Reporter: Dendi Siswanto | Editor: Noverius Laoli
KONTAN.CO.ID - JAKARTA. Kementerian Keuangan (Kemenkeu) telah menerbitkan aturan baru yang memperkuat ketentuan anti penghindaran kewajiban atas akses informasi keuangan demi kepentingan perpajakan.
Hal tersebut tertuang dalam Peraturan Menteri Keuangan (PMK) Nomor 47 Tahun 2024 yang merupakan perubahan ketiga atas PMK Nomor 70 Tahun 2017 tentang Petunjuk Tenis Mengenai Akses Informasi Keuangan untuk Kepentingan Perpajakan.
Beleid tersebut mengatur due diligince yang harus dilakukan perbankan atau lembaga keuangan sebelum membuka rekening serta mengatur anti penghindaran informasi keuangan.
Baca Juga: Perketat Pengawasan, Pemilik Rekening Rp 1 Miliar akan Diintip Ditjen Pajak
Direktur Jenderal Pajak Kemenkeu, Suryo Utomo, mengatakan dalam Pasal 30A beleid tersebut terdapat pasal yang mengatur wewenang Direktorat Jenderal Pajak (DJP) apabila terdapat praktik penipuan atas informasi keuangan yang disampaikan.
"Jadi apabila ada kesepakatan yang dilakukan untuk menghindarkan data dan informasi yang dipertukarkan kita berhak untuk valuasi seperti apa seharusnya kejadian data yang harus dipertukarkan," ujar Suryo dalam Konferensi Pers, Selasa (13/8).
Suryo menyebut, pasal tersebut bertujuan untuk meningkatkan validitas data perpajakan yang dipertukarkan baik dalam negeri maupun ke luar negeri.

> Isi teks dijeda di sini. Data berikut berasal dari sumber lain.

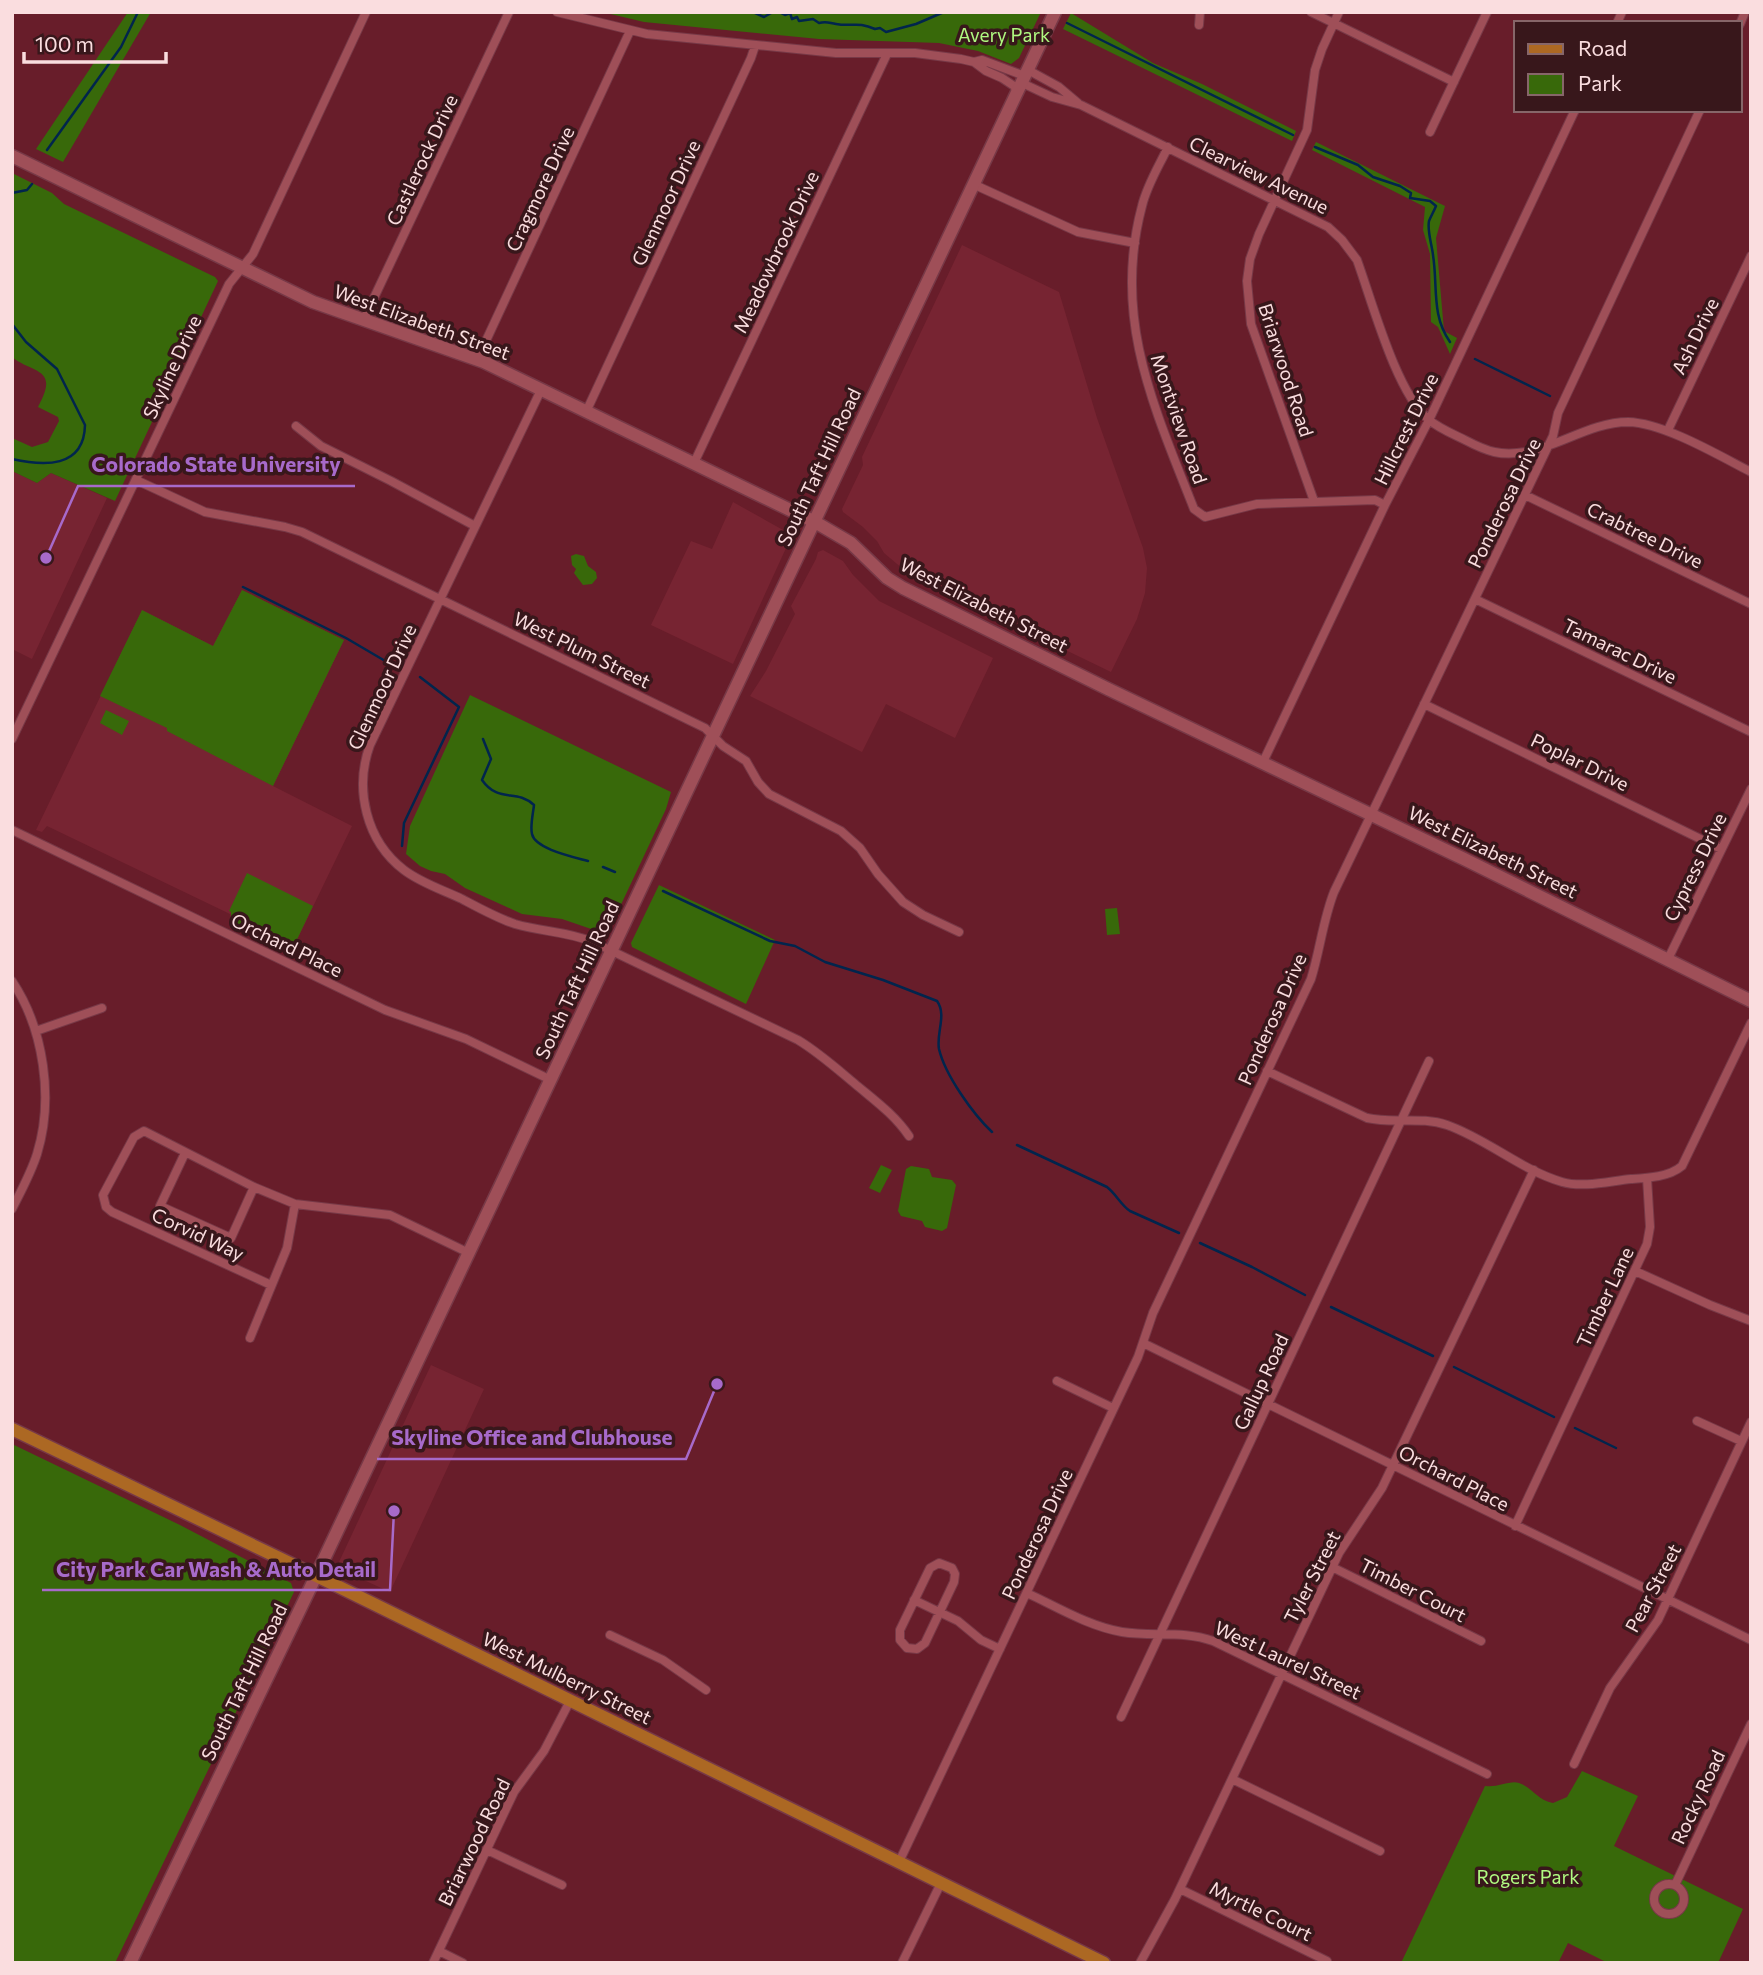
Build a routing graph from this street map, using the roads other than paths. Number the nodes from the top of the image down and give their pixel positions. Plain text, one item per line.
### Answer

"Jadi betul-betul ini kesepakatan bersama di tingkat internasional karena validitas data ini sangat diperlukan ketika kita menegakkan hak dan kewajiban perpajakan dan wajib pajak di otoritas masing-masing," katanya.
Baca Juga: Rekening Wajib Pajak Diawasi Ketat
Dalam PMK 47/2024, terdapat penambahan Bab VA yang berisi Pasal 30 A dengan penegasan bahwa setiap pihak dilarang melakukan kesepakatan dan/atau praktik dengan maksud dan tujuan untuk menghindari kewajiban informasi pajak, sebagaimana dimaksud dalam Undang-Undang Nomor 9 Tahun 2017 terkait akses informasi keuangan untuk perpajakan yang mengatur program Automatic Exchange of Information (AEoI).
Akses informasi tersebut mencakup penyampaian laporan otomatis mengenai informasi keuangan dan penyediaan data atau bukti berdasarkan permintaan untuk pelaksanaan aturan perpajakan serta kesepakatan internasional.
Dalam hal terjadi pelanggaran terkait penghindaran pertukaran informasi pajak, maka kesepakatan/ praktik lembaga keuangan dianggap tidak berlaku dan/ atau tidak terjadi. Kemudian, kewajiban pemenuhan informasi tetap harus dipenuhi oleh setiap orang/entitas lain.
Tidak hanya itu, Direktur Jenderal Pajak berwenang menentukan kesepakatan dan/atau praktik sebagai suatu kesepakatan dan/atau praktik dengan maksud dan tujuan untuk menghindari kewajiban sebagaimana di atur dalam peraturan perundang-undangan yang mengatur mengenai akses informasi keuangan untuk kepentingan perpajakan.
Baca Juga: Ditjen Pajak berhasil menambahkan data informasi pajak dari 5 negara ini
Dirjen Pajak juga berwenang memperoleh informasi keuangan, termasuk keterangan dan/atau informasi lainnya, yang berkaitan dengan kesepakatan dan/atau praktik sebagaimana dimaksud di atas.
Lebih jauh, dalam Pasal 30A ayat 4 juga menegaskan bahwa setiap orang dilarang membuat pernyataan palsu atau menyembunyikan informasi yang sebenarnya atau wajib disampaikan.
Ditegaskan juga bahwa Dirjen Pajak dapat menyampaikan teguran tertulis, pemeriksaan bahkan hingga langkah hukum pidana soal perpajakan bagi mereka yang terbukti melakukan penghindaran akses terhadap informasi perpajakan.
Untuk diketahui, setiap orang atau entitas lain yang dimaksud dalam beleid tersebut adalah lembaga jasa keuangan (LJK), LJK Lainnya, entitas lain, pimpinan dan/atau pegawai LJK, pimpinan dan/atau pegawai LJK lainnya, pimpinan dan/ atau pegawai entitas lain, pemegang rekening keuangan orang pribadi, pemegang rekening keuangan entitas, penyedia jasa, perantara dan/atau pihak lain.